For many investors, though, particularly seniors who endured significant hardships because of the money they lost when those supposedly super-stable companies collapsed, the recollections no doubt are still sharp and painful.
They should feel some sense of closure, though, when the complex and lengthy U.S. Bankruptcy Court-directed effort to recoup as much of their money as possible is deemed to be complete, which now appears, thankfully, to be within sight.
As the Journal reported recently, a Bankruptcy Court judge has approved a second—and likely final—five-year extension of separate trusts that were established to liquidate the companies’ assets, which included widely scattered and diverse real estate holdings.

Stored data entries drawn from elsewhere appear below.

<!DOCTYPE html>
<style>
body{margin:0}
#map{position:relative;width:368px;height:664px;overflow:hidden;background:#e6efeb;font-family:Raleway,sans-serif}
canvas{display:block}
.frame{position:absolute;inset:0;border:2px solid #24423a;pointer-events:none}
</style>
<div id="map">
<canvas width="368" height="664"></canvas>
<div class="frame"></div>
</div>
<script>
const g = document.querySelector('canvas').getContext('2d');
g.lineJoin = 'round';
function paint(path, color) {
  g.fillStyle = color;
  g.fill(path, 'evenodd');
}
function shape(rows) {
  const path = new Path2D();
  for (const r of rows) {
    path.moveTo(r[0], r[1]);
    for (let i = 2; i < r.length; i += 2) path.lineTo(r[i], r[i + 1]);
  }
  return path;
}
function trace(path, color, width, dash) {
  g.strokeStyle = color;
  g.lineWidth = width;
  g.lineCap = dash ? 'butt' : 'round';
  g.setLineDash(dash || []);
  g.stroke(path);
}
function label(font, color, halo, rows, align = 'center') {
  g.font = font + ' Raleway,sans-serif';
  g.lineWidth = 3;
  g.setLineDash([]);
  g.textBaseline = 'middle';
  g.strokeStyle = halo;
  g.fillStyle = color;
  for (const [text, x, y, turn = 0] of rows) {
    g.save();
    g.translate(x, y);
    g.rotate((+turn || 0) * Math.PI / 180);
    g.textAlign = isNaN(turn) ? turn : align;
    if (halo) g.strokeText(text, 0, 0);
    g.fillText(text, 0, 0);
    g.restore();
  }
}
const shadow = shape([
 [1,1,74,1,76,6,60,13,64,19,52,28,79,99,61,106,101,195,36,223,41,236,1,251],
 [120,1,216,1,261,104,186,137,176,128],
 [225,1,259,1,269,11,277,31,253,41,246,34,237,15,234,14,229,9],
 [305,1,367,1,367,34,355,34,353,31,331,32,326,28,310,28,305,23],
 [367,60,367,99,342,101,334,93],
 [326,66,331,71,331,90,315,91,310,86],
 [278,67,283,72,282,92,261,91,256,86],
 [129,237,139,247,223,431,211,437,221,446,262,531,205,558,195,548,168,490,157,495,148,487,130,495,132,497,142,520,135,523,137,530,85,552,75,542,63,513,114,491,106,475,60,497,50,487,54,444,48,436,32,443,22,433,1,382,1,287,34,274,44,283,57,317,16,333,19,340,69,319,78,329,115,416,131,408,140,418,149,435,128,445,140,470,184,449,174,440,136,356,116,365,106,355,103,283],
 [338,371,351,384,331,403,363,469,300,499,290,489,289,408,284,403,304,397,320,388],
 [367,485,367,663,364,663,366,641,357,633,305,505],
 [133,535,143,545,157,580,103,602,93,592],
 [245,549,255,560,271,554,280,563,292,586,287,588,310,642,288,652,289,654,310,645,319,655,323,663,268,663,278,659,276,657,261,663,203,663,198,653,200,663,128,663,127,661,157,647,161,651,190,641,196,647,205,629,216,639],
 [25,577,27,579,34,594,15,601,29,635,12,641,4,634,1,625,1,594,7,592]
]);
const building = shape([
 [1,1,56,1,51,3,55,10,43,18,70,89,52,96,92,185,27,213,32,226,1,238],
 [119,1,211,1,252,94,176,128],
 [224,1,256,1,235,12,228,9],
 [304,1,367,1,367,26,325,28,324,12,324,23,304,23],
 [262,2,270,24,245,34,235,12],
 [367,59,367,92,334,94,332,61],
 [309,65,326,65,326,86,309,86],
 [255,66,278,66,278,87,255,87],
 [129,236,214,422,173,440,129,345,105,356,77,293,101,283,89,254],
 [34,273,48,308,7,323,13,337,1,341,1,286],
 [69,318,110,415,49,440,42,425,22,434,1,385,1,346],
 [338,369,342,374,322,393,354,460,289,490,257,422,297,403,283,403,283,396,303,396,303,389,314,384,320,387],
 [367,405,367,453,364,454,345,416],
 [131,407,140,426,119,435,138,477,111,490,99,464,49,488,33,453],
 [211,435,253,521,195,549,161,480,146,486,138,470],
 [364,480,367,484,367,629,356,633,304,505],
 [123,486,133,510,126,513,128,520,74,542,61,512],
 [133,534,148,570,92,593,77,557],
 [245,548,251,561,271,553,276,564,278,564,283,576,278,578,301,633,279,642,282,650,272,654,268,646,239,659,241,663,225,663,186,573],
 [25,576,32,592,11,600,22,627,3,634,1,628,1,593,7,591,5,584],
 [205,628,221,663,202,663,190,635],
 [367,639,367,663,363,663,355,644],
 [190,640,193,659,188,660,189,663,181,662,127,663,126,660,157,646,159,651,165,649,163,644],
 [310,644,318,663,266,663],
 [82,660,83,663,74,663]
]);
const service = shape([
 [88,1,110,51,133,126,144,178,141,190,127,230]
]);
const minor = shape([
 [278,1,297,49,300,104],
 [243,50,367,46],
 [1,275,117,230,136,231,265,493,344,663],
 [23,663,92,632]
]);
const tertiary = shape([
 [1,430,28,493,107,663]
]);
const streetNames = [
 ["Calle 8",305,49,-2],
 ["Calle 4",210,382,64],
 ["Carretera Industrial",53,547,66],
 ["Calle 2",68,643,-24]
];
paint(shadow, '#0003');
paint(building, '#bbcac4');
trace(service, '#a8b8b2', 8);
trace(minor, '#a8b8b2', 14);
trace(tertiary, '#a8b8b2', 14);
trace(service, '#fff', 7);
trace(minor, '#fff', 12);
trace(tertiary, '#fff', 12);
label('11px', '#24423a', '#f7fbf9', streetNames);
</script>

The extension was based on the likelihood of recovering close to an additional $60 million through remaining property sales, and dedicated plan administrator and trustee Maggie Lyons says she hopes final distributions can be made to investors by 2018—well before the extension expires.
The lion’s share of the additional proceeds are expected to come from the sale of a 367-acre residential subdivision property in Brea, Calif., that former Metropolitan affiliate Old Standard Life Insurance Co. had owned and that has an estimated recovery value of more than $40 million.
To be sure, the amount of money the trusts already have recovered is substantial, but it represents a fraction of the money the investors legally are owed.
To date, the Metropolitan Creditors’ Trust has issued six distributions to trust beneficiaries totaling $101.3 million, which equates to a 28 percent recovery on $361.7 million in allowed Metropolitan bankruptcy claims. Meanwhile, the Summit Creditors’ Trust has issued five distributions totaling $24.2 million and representing a 16 percent recovery on $151 million in allowed Summit bankruptcy claims. The allowed bankruptcy claims don’t include tens of millions of dollars’ worth of preferred stock that also was wiped out.
Many investors had their life savings wiped out or sharply reduced and hundreds of employees lost their jobs when the $2 billion-plus Metropolitan conglomerate, widely regarded for decades here as a safe and conservative investment option, crumbled.
Its demise, which included vacating its 178,000-square-foot, 18-story flagship building at 601 W. First that now is named the Wells Fargo Center, was a local precursor to the financial industry crisis that swept the country a few years later.
Many older investors in the companies have died while waiting for the trusts’ work to be completed, a fact that Lyons has often lamented. For their heirs and for those who are still living, the day is approaching when they’ll be able to put the whole matter—at least symbolically—behind them.